Eine erste Hochrechnung
Leon Englers meisterhaftes Debut „Botanik des Wahnsinns“ geht unter die Haut
Von Peter Mohr
Um es gleich vorwegzunehmen: Dem 36-jährigen Leon Engler ist mit seinem ersten Roman Botanik des Wahnsinns ein großer literarischer Wurf gelungen. „Ich mache eine erste Hochrechnung. Es sieht nicht gut für mich aus“, befindet die Hauptfigur Leon, ein Mann von Anfang dreißig, der sich intensiv mit seiner Familiengeschichte auseinandersetzt – ganz speziell mit den psychischen Erkrankungen seiner Vorfahren.
Leon Engler, der 2022 mit dem 3sat-Preis beim Bachmann-Wettbewerb in Klagenfurt ausgezeichnet wurde, weiß, wovon er schreibt. 2018 hat er sein Psychologiestudium mit dem Master abgeschlossen.
„Wir sagten nicht, was wir gerne gesagt hätten. das taten wir nie. Wir waren aber auch nie zufrieden mit dem, was wir stattdessen sagten. Es blieb an der Oberfläche. Darunter sammelte sich, wie Staub unter einer alten Couch, das Nicht-Gesagte“, heißt es zu Beginn des Romans. Der Autor lässt seinen Protagonisten in Erinnerungen und Krankenakten wühlen. Er taucht tief ein in die von Depressionen, Verfolgungswahn und Alkohol- und Drogenkonsum geprägten Biografien seiner Vorfahren.
Ich schneide in das Leben anderer, lege die Familie auf den Seziertisch, doch ich selbst bleibe heil. Meine Ahnen werden zu Trinkern, Tagträumern, Tagelöhnern
lautet die schmerzhafte Erkenntnis des jungen Mannes. Schizophrene, Bipolare, Depressive, manisch Süchtige werden diese Personen im kalten Medizinerjargon genannt. Um die psychischen Erkrankungen zu verstehen, vertieft sich der Ich-Erzähler in psychologisch-medizinische Fachlektüre. Er verspricht sich, dass durch das hinzugewonnene theoretische Wissen, die Schrecken und Schmerzen leichter zu ertragen seien. Leon hofft auf eine Lösung durch den Start in ein Psychologiestudium. Doch irgendwann brechen die getrenntlebenden Eltern den Kontakt zu ihm ab. „Ich muss mich geschlagen geben. Es ist nicht mein Kampf, den ich verliere. Aber ich verliere dennoch. Ich verliere meine Eltern.“ Und im Hinterkopf schwingen die bösen Ahnungen mit, auch von ähnlichen Krankheiten heimgesucht werden zu können – die Angst vor dem Wahnsinn bildet eine beklemmende Hintergrundmelodie.

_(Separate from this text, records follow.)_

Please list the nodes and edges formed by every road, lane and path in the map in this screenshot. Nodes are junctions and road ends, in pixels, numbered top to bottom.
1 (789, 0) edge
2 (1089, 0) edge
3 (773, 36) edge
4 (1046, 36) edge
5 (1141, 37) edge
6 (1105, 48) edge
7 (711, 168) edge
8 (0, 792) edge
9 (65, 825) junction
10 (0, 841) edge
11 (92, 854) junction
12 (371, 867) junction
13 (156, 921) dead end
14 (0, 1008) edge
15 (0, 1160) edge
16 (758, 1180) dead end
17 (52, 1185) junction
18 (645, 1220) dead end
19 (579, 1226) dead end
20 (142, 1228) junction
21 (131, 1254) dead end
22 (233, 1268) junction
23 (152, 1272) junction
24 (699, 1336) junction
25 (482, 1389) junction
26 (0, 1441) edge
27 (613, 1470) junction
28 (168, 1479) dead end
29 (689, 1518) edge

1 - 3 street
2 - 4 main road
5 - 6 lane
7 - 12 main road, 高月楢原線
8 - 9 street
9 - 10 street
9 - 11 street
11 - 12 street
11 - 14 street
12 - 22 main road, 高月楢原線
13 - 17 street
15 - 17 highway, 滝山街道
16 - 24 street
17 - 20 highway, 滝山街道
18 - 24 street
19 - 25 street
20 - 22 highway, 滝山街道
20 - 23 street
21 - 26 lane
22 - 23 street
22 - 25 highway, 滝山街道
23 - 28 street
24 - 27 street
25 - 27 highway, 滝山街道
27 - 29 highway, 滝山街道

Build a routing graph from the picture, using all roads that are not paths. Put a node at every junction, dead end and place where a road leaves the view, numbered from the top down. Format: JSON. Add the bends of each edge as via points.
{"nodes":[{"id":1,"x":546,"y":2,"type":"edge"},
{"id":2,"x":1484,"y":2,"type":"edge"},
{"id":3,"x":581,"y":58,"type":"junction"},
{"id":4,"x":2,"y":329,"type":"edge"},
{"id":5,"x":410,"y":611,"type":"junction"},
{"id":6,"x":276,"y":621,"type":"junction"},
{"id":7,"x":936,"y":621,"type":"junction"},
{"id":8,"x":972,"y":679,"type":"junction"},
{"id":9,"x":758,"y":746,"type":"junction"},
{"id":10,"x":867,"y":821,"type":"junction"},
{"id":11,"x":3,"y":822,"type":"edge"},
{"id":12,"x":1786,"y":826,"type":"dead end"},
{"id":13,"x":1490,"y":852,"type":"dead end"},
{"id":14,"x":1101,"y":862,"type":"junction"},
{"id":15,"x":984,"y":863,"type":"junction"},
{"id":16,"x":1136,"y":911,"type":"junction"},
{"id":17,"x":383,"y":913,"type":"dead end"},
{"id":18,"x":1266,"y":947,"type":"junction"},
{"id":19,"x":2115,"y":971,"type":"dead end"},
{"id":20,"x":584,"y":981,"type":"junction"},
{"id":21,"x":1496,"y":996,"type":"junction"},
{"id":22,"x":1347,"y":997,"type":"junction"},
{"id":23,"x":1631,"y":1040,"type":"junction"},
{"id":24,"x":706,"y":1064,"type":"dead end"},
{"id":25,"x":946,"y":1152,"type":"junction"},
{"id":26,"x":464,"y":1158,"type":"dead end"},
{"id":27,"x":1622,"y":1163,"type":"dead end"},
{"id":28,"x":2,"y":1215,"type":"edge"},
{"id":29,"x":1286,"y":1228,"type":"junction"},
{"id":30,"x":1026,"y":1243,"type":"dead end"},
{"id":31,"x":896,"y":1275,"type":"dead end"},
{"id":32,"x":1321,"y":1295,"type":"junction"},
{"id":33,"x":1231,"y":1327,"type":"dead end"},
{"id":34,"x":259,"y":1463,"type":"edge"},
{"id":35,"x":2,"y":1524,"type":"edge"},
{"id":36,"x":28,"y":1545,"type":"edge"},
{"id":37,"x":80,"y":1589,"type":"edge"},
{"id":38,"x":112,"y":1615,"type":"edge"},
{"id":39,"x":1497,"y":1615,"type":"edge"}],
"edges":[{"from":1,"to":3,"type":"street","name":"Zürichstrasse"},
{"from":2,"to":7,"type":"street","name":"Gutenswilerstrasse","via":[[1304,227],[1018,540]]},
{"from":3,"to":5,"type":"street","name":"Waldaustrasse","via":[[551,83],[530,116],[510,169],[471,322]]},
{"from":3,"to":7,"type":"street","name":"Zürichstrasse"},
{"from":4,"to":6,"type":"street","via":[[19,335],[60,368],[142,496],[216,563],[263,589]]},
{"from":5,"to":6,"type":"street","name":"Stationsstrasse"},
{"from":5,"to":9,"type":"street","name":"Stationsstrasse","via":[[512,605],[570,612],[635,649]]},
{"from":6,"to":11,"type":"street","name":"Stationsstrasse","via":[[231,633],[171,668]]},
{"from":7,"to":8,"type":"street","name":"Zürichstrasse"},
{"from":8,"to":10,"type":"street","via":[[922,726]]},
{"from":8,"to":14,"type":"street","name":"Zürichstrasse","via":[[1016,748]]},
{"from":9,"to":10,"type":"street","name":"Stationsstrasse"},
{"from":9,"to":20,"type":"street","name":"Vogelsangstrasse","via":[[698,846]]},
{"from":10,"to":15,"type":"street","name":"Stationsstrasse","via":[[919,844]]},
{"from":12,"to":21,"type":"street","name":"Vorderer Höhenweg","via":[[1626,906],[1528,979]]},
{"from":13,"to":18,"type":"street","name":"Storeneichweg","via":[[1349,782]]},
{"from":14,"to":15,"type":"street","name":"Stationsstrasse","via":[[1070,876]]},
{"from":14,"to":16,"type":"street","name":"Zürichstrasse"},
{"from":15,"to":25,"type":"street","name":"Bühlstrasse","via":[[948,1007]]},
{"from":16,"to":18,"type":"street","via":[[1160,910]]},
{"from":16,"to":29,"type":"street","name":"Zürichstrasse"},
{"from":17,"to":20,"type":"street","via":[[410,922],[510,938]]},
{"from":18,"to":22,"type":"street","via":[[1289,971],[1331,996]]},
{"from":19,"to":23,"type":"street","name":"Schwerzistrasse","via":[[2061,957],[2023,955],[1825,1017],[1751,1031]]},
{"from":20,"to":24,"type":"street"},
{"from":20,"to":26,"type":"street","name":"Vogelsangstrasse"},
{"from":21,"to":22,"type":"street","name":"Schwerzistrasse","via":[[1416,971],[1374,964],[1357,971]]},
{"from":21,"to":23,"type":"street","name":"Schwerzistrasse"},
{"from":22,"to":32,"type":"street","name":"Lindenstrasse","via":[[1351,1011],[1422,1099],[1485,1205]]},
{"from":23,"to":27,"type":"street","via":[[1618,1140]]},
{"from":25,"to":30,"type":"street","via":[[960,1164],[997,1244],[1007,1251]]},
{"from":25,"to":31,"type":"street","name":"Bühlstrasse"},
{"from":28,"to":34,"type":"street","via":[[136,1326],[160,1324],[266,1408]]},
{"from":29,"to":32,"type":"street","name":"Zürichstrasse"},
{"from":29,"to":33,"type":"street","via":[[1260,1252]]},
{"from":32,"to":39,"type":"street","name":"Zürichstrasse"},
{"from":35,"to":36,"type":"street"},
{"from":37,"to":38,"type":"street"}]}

Autor Leon Engler bekannte über die Arbeit an seinem literarischen Erstling:
Später saß ich noch mal davor mit meinem Wissen aus dem Psychologie-Studium und konnte das dann einordnen und bin so im Grunde meinem Großvater begegnet über eine Krankengeschichte und habe versucht dann aus dieser Krankengeschichte wiederum eine Lebensgeschichte zu machen.
Leon Englers Roman über den von existenziellen Ängsten geplagten Davongekommenen ist auf drei unterschiedlichen Erzählebenen angesiedelt: die erzählerische Gegenwart der Hauptfigur, das Rekonstruieren der Familiengeschichte und (die etwas zu lang geratenen) theoretische Passagen über Psychologie und Psychotherapie. Er fühle sich eher wie der Zwilling des Ich-Erzählers Leon, 30 Prozent gleich, 70 Prozent anders“, hat der Autor kürzlich erklärt.
Der Autor versteht es großartig, wechselnde Stimmungen zu evozieren – zwischen Hoffnungslosigkeit, Verzweiflung, Trauer und wiedergewonnener Lebensfreude. Über die Mutter der Hauptfigur heißt es: „Sie war so kraftlos, so hoffnungslos, so lebenslos, lag herum wie die Wäsche, die sie nicht mehr wusch und die Briefe, die sie nicht mehr öffnete.“
Botanik des Wahnsinns ist ein Roman, der tief unter die Haut geht und dessen Lektüre Narben hinterlassen kann. Schmerzhaft und aufwühlend – ein Debüt ohne Anfängerhaftes. Das frühe Meisterstück eines literarischen Lehrlings. Den Namen Leon Engler müssen wir uns merken.